The Azteca holds a record no other stadium can claim: it is the only venue to have hosted three World Cup openers. Its history plays out like a highlight reel of the sport’s most unforgettable chapters. It was here, in 1970, that Pelé lifted the trophy after Brazil’s triumph, the same tournament that produced the so-called “Match of the Century,” when Italy stunned West Germany in extra time. Sixteen years later, this same turf bore witness to Diego Maradona’s infamous “Hand of God” goal, a moment football fans still argue over nearly four decades on.
Speaking to reporters the day before kickoff, FIFA President Gianni Infantino leaned fully into the venue’s mystique, describing it as something close to sacred ground, a place, he suggested, that the sport itself seems to have blessed.
The buildup, however, was anything but serene. The tournament’s launch collided head-on with a string of political flashpoints: outrage over sky-high ticket prices, fallout from the Trump administration’s sweeping immigration crackdown, and an unprecedented diplomatic wrinkle, for the first time in World Cup history, a host nation finds itself formally at war with one of the competing countries, as the United States and Iran remain locked in conflict.
None of it dimmed the mood inside the stadium. Mexico’s national side, affectionately nicknamed “El Tri,” delivered exactly what its supporters had hoped for, defeating South Africa 2-0 in a result that instantly turned into a nationwide celebration.
Outside the gates, the entire city seemed to bend around the occasion.
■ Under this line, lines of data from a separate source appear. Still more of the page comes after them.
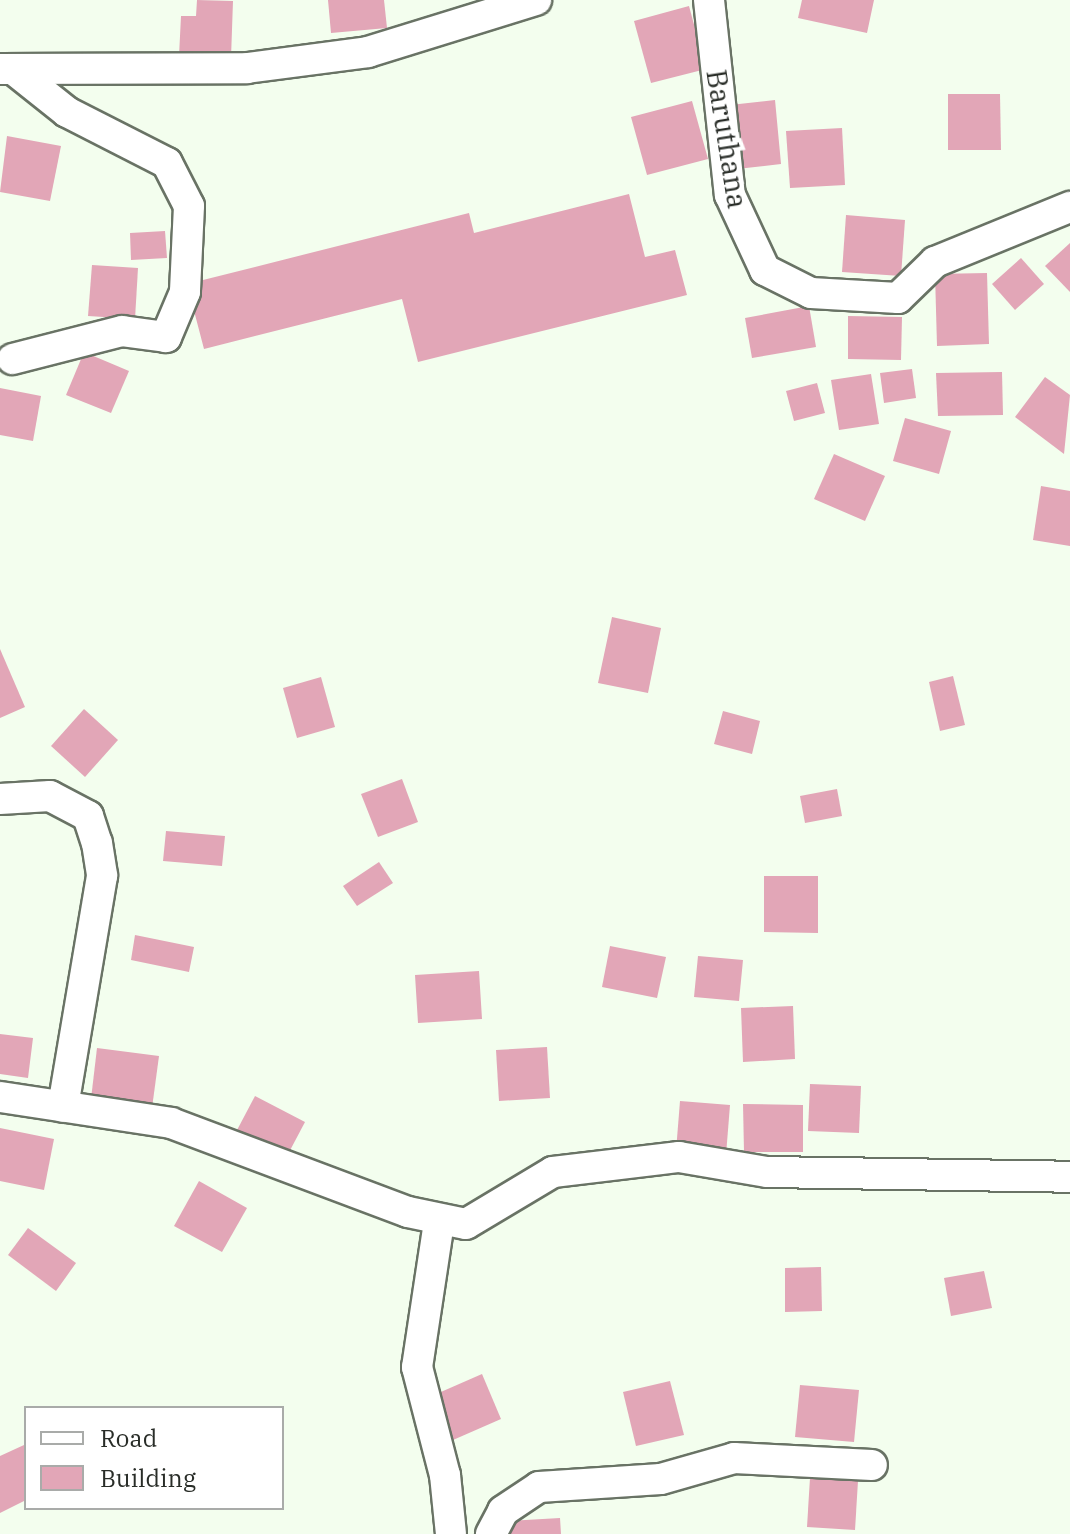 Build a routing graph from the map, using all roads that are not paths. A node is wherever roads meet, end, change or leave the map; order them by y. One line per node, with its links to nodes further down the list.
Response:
1 (536, 0): 3 (street)
2 (709, 0): 4 (street, Baruthana)
3 (6, 69): 5 (street)
4 (1070, 207)
5 (13, 359)
6 (0, 799): 8 (street)
7 (0, 1097): 8 (street)
8 (63, 1107): 10 (street)
9 (1070, 1177): 10 (street)
10 (439, 1222): 12 (street)
11 (872, 1465): 13 (street)
12 (451, 1534)
13 (491, 1534)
Streets were carpeted in marigolds, Mexico’s signature shade of orange, while mariachi bands and folk dancers entertained crowds streaming toward the stadium. Police officers stood shoulder to shoulder with National Guard troops at checkpoints across the area. Mexico City, already notorious for some of the worst traffic on the continent, ground to a near-standstill, with schools closing for the day and offices urging staff to work from home.
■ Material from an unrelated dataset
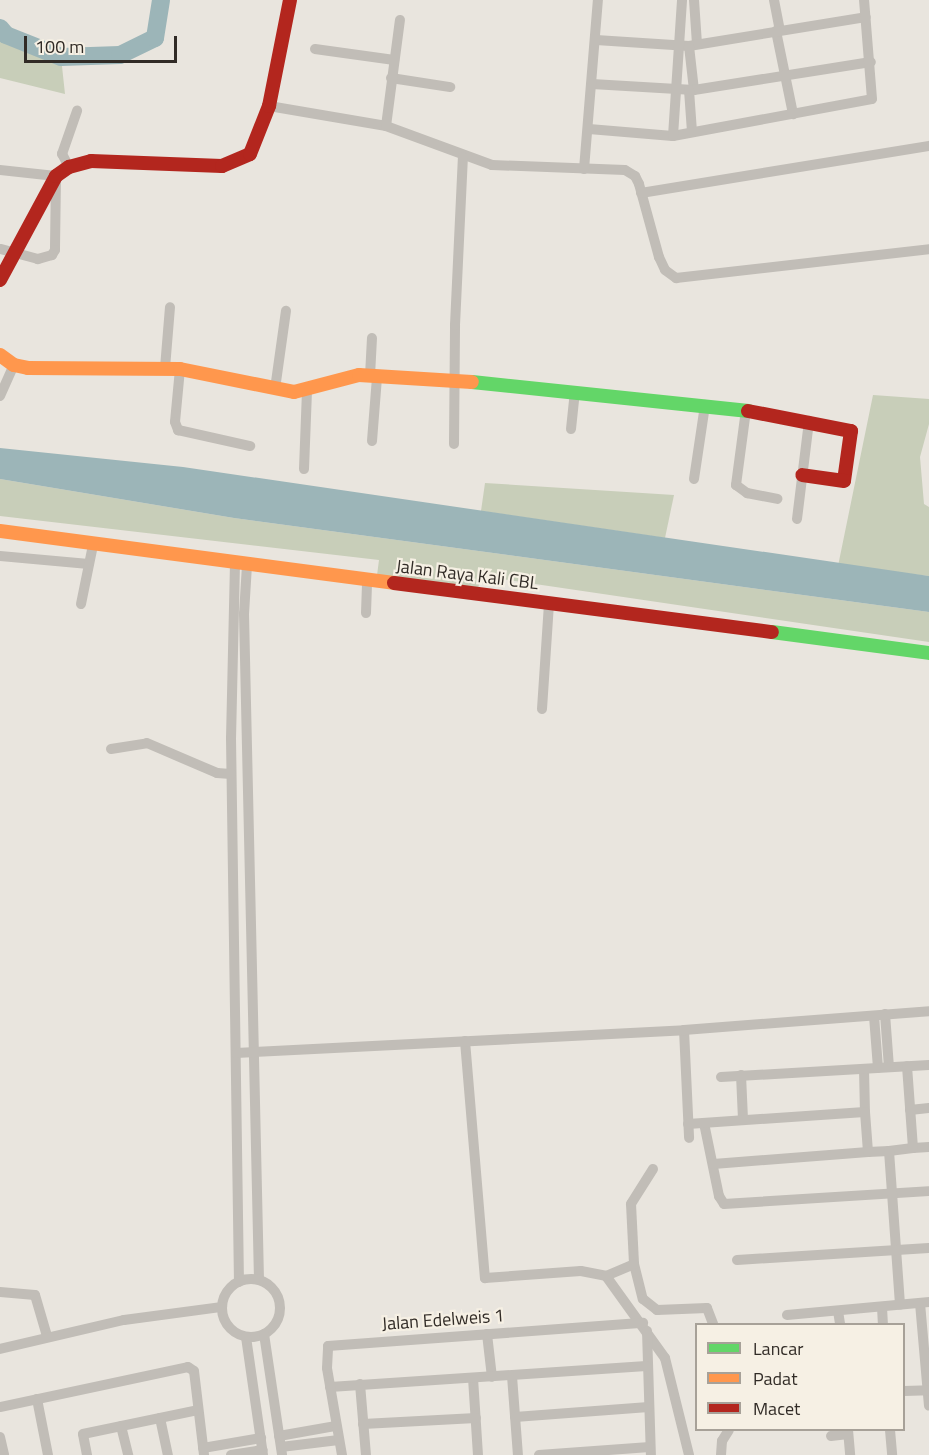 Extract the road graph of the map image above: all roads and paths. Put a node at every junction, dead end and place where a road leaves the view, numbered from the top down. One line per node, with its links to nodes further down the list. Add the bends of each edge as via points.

Even the calm wasn’t absolute. A threatened walkout by the country’s teachers’ union had cast a shadow over preparations for days, and on Thursday, demonstrators blocked roads in several neighborhoods. In at least one spot, protesters clashed with security forces stationed just outside the stadium as the match got underway.
For many in the stands, the day felt like a once-in-a-lifetime pilgrimage. Among the crowd were two couples who had traveled all the way from Guadalajara, a city that will host its own World Cup matches later in the tournament, yet still paid roughly $1,300 a ticket simply to be there, to stand shoulder to shoulder with tens of thousands belting out the national anthem as one voice.
One of them, 26-year-old Rafael González, his face painted in the red, white, and green of the Mexican flag, spoke of the Azteca with something close to reverence: the hallowed ground where Maradona and Pelé carved their names into history, and a moment, he said, that comes around only once in a lifetime.